Stored items:
◇ ◇ ◇ ◇ ◇ ◇ ◇

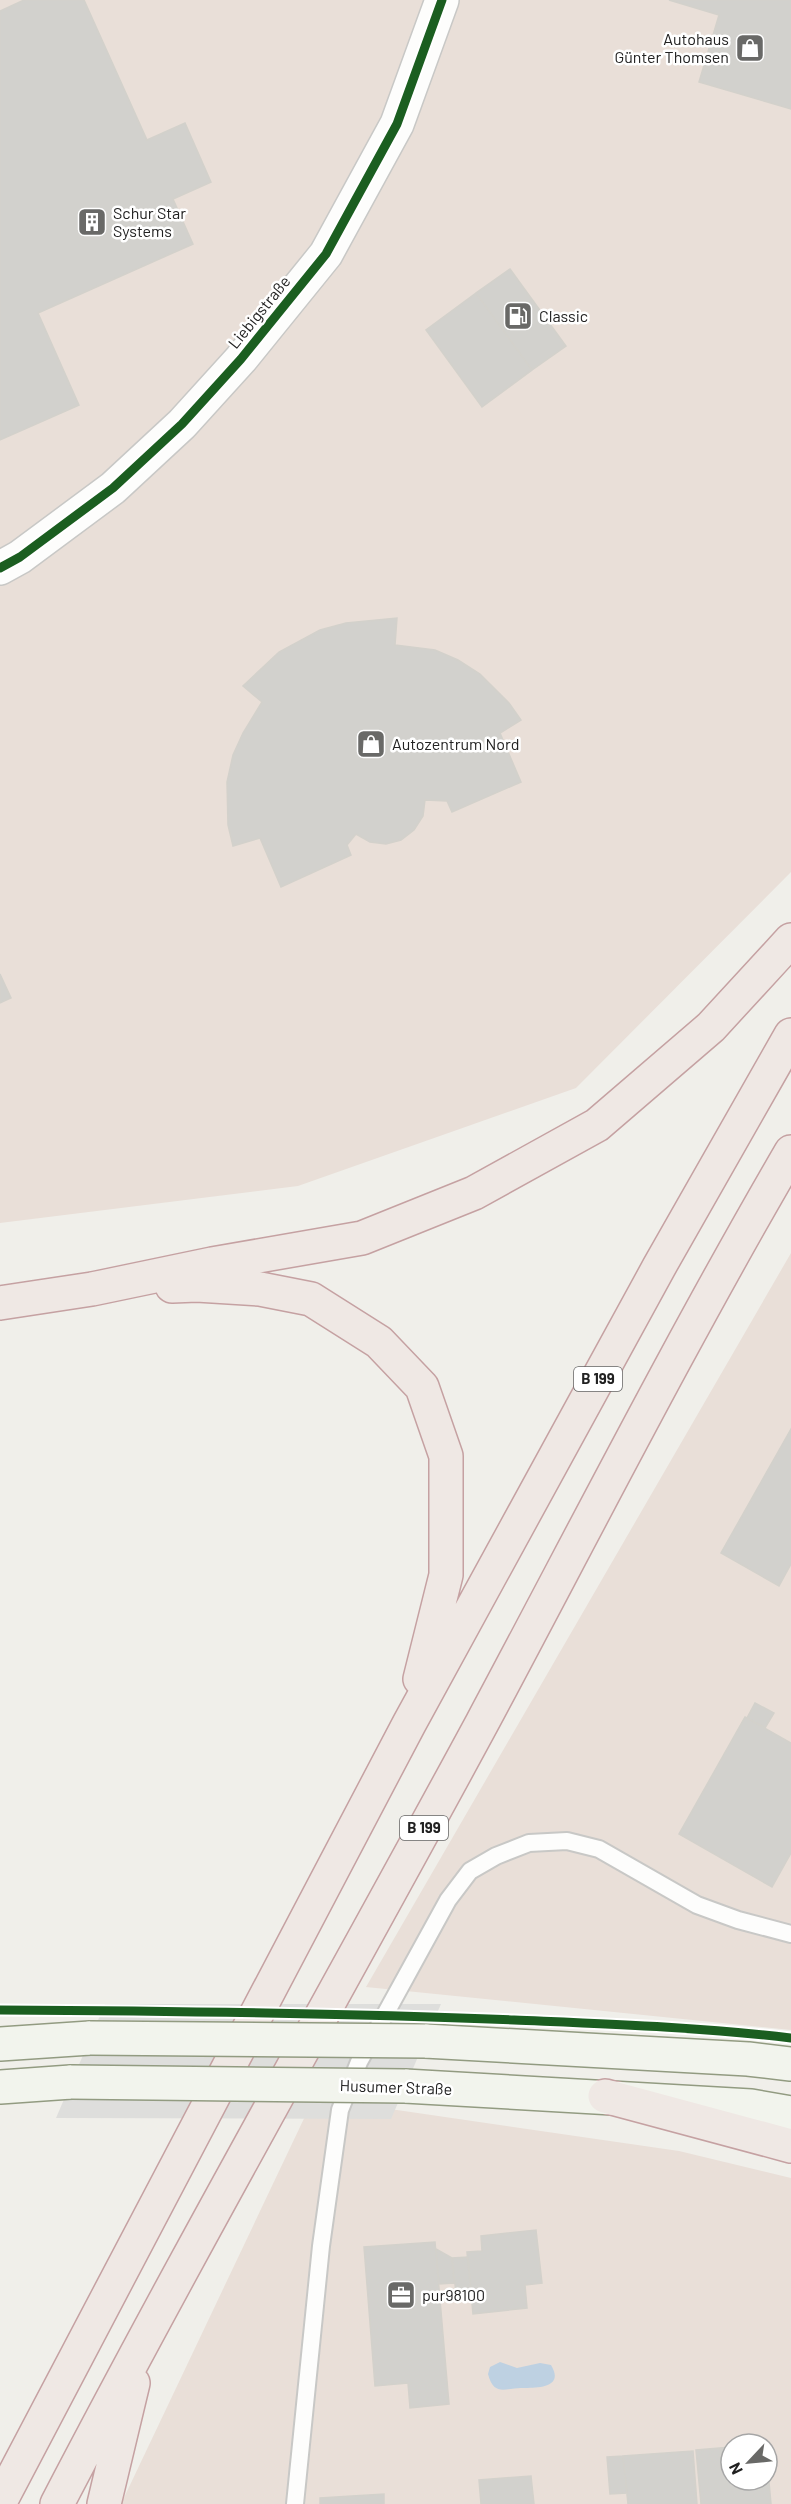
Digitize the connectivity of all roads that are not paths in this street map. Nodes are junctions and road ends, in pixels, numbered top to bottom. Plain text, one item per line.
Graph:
1 (442, 0) edge
2 (0, 568) edge
3 (791, 940) edge
4 (791, 1035) edge
5 (791, 1152) edge
6 (93, 1289) junction
7 (0, 1303) edge
8 (409, 1724) junction
9 (791, 1934) edge
10 (0, 2044) edge
11 (791, 2064) edge
12 (0, 2087) edge
13 (605, 2097) junction
14 (791, 2113) edge
15 (791, 2145) edge
16 (146, 2333) junction
17 (0, 2502) edge
18 (57, 2504) edge
19 (104, 2504) edge
20 (295, 2504) edge

1 - 2 street, Liebigstraße
3 - 6 highway
4 - 8 highway, B 199
5 - 16 highway, B 199
6 - 7 highway
6 - 8 highway
8 - 17 highway, B 199
9 - 20 lane
10 - 11 main road, bridge
12 - 13 main road, Husumer Straße, bridge
13 - 14 main road, Husumer Straße
13 - 15 highway
16 - 18 highway, B 199
16 - 19 highway

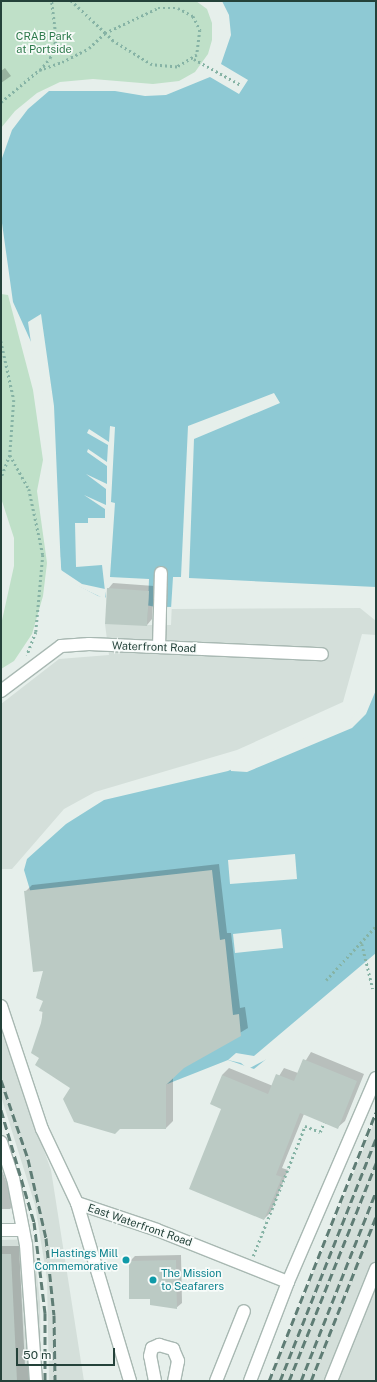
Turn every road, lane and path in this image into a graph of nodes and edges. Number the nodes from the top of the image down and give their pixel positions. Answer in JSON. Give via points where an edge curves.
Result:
{"nodes":[{"id":1,"x":51,"y":1,"type":"edge"},
{"id":2,"x":72,"y":1,"type":"edge"},
{"id":3,"x":105,"y":33,"type":"junction"},
{"id":4,"x":194,"y":59,"type":"junction"},
{"id":5,"x":39,"y":70,"type":"junction"},
{"id":6,"x":241,"y":85,"type":"dead end"},
{"id":7,"x":1,"y":102,"type":"edge"},
{"id":8,"x":1,"y":341,"type":"edge"},
{"id":9,"x":10,"y":455,"type":"junction"},
{"id":10,"x":1,"y":478,"type":"edge"},
{"id":11,"x":161,"y":573,"type":"dead end"},
{"id":12,"x":159,"y":647,"type":"junction"},
{"id":13,"x":322,"y":654,"type":"dead end"},
{"id":14,"x":21,"y":674,"type":"junction"},
{"id":15,"x":1,"y":691,"type":"edge"},
{"id":16,"x":376,"y":926,"type":"edge"},
{"id":17,"x":362,"y":943,"type":"junction"},
{"id":18,"x":326,"y":980,"type":"dead end"},
{"id":19,"x":373,"y":989,"type":"dead end"},
{"id":20,"x":1,"y":1006,"type":"edge"},
{"id":21,"x":376,"y":1078,"type":"edge"},
{"id":22,"x":324,"y":1123,"type":"dead end"},
{"id":23,"x":1,"y":1142,"type":"edge"},
{"id":24,"x":77,"y":1203,"type":"junction"},
{"id":25,"x":1,"y":1230,"type":"edge"},
{"id":26,"x":23,"y":1230,"type":"junction"},
{"id":27,"x":249,"y":1266,"type":"junction"},
{"id":28,"x":376,"y":1269,"type":"edge"},
{"id":29,"x":288,"y":1282,"type":"junction"},
{"id":30,"x":244,"y":1311,"type":"dead end"},
{"id":31,"x":36,"y":1381,"type":"edge"},
{"id":32,"x":130,"y":1381,"type":"edge"},
{"id":33,"x":155,"y":1381,"type":"edge"},
{"id":34,"x":174,"y":1381,"type":"edge"},
{"id":35,"x":216,"y":1381,"type":"edge"},
{"id":36,"x":250,"y":1381,"type":"edge"},
{"id":37,"x":331,"y":1381,"type":"edge"}],
"edges":[{"from":1,"to":5,"type":"path","via":[[56,39],[50,58]]},
{"from":2,"to":3,"type":"path"},
{"from":3,"to":4,"type":"path","via":[[132,55],[159,68],[177,67]]},
{"from":3,"to":4,"type":"path","via":[[144,12],[164,7],[178,8],[193,16],[200,30]]},
{"from":3,"to":5,"type":"path","via":[[89,48]]},
{"from":4,"to":6,"type":"path"},
{"from":5,"to":7,"type":"path"},
{"from":8,"to":9,"type":"path","via":[[14,400]]},
{"from":9,"to":10,"type":"path"},
{"from":9,"to":14,"type":"path","via":[[30,489],[43,555],[36,632]]},
{"from":11,"to":12,"type":"street"},
{"from":12,"to":13,"type":"street","name":"Waterfront Road"},
{"from":12,"to":14,"type":"street","name":"Waterfront Road","via":[[61,646]]},
{"from":14,"to":15,"type":"street","name":"Waterfront Road"},
{"from":16,"to":17,"type":"path"},
{"from":17,"to":18,"type":"path"},
{"from":17,"to":19,"type":"path"},
{"from":20,"to":24,"type":"street","name":"East Waterfront Road","via":[[42,1129]]},
{"from":21,"to":29,"type":"street"},
{"from":22,"to":27,"type":"path","via":[[320,1132],[305,1126]]},
{"from":23,"to":26,"type":"street","via":[[13,1178]]},
{"from":24,"to":27,"type":"street","name":"East Waterfront Road"},
{"from":24,"to":32,"type":"street"},
{"from":25,"to":26,"type":"street"},
{"from":26,"to":31,"type":"street"},
{"from":27,"to":29,"type":"street","name":"East Waterfront Road"},
{"from":28,"to":37,"type":"street"},
{"from":29,"to":36,"type":"street"},
{"from":30,"to":35,"type":"street"},
{"from":33,"to":34,"type":"street","via":[[150,1356],[152,1348],[159,1345],[173,1349],[178,1361]]}]}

◇ ◇ ◇ ◇ ◇ ◇ ◇

Reproduce the data above line for line, from its first line through the line containing "Turn every road, lane", both ends included, with the pictures omitted and nothing more.

Digitize the connectivity of all roads that are not paths in this street map. Nodes are junctions and road ends, in pixels, numbered top to bottom. Plain text, one item per line.
Graph:
1 (442, 0) edge
2 (0, 568) edge
3 (791, 940) edge
4 (791, 1035) edge
5 (791, 1152) edge
6 (93, 1289) junction
7 (0, 1303) edge
8 (409, 1724) junction
9 (791, 1934) edge
10 (0, 2044) edge
11 (791, 2064) edge
12 (0, 2087) edge
13 (605, 2097) junction
14 (791, 2113) edge
15 (791, 2145) edge
16 (146, 2333) junction
17 (0, 2502) edge
18 (57, 2504) edge
19 (104, 2504) edge
20 (295, 2504) edge

1 - 2 street, Liebigstraße
3 - 6 highway
4 - 8 highway, B 199
5 - 16 highway, B 199
6 - 7 highway
6 - 8 highway
8 - 17 highway, B 199
9 - 20 lane
10 - 11 main road, bridge
12 - 13 main road, Husumer Straße, bridge
13 - 14 main road, Husumer Straße
13 - 15 highway
16 - 18 highway, B 199
16 - 19 highway

Turn every road, lane and path in this image into a graph of nodes and edges. Number the nodes from the top of the image down and give their pixel positions. Answer in JSON. Give via points where an edge curves.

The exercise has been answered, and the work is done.